**About this task:** For this exercise, report every line of the material that includes "السلام".
Dataset content Block Start
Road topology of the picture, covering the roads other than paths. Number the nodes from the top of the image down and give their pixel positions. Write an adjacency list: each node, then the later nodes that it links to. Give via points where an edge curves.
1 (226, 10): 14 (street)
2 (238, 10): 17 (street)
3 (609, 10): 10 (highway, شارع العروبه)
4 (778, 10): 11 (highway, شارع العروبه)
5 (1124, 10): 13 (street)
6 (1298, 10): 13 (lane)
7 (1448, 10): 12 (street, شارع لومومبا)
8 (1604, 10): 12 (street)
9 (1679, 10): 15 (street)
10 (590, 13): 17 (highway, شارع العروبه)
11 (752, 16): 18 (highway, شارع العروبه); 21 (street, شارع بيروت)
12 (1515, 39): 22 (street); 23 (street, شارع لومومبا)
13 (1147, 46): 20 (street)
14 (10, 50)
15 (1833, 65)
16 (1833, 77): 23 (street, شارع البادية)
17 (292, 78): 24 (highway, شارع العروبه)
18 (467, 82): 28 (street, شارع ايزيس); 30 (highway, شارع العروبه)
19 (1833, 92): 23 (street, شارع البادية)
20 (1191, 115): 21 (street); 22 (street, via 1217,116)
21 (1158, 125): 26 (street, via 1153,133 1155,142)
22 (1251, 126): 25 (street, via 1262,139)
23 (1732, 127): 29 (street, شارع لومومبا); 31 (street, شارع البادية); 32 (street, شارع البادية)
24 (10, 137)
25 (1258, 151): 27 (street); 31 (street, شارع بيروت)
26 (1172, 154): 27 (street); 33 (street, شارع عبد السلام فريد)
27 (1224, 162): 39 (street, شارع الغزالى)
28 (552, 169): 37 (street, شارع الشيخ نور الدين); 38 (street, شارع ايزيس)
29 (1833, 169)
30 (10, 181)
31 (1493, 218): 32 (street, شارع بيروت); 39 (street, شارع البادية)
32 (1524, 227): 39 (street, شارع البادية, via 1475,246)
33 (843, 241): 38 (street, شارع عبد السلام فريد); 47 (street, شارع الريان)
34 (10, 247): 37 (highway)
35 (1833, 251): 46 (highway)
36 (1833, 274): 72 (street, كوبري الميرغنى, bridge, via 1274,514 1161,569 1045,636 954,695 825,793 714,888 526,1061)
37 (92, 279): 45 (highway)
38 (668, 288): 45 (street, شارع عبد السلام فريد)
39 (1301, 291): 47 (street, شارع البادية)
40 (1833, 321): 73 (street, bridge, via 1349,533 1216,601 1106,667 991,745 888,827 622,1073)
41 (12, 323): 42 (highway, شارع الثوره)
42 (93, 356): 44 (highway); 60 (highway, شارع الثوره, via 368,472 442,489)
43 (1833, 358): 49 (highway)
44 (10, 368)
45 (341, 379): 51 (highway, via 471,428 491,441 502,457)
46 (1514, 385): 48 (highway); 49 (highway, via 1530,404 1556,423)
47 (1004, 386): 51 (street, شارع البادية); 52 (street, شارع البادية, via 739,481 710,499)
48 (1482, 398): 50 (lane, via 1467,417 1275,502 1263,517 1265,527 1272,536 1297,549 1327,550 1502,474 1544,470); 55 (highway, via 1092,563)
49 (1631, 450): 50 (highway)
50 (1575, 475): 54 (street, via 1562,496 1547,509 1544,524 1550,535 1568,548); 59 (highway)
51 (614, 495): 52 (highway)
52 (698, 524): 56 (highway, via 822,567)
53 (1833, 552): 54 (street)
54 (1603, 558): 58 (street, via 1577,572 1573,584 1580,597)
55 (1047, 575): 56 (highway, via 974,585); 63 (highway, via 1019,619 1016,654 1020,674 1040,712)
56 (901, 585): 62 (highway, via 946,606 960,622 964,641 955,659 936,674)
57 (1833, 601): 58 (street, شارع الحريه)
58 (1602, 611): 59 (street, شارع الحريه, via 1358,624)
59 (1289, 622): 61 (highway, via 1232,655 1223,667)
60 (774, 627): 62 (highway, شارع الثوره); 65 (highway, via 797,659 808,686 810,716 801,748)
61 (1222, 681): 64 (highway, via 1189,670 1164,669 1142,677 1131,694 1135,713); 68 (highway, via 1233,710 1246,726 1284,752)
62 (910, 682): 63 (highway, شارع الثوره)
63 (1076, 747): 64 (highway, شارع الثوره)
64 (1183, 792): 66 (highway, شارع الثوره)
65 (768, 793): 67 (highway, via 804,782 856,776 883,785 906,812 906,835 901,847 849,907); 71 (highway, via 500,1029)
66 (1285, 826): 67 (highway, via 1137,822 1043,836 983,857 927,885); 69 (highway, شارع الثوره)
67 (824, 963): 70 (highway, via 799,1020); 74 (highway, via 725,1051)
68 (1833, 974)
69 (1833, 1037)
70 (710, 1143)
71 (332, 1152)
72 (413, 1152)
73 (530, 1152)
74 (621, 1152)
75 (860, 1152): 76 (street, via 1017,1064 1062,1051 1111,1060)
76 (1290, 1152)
Dataset content Block End
**Answer to this exercise:**
26 (1172, 154): 27 (street); 33 (street, شارع عبد السلام فريد)
33 (843, 241): 38 (street, شارع عبد السلام فريد); 47 (street, شارع الريان)
38 (668, 288): 45 (street, شارع عبد السلام فريد)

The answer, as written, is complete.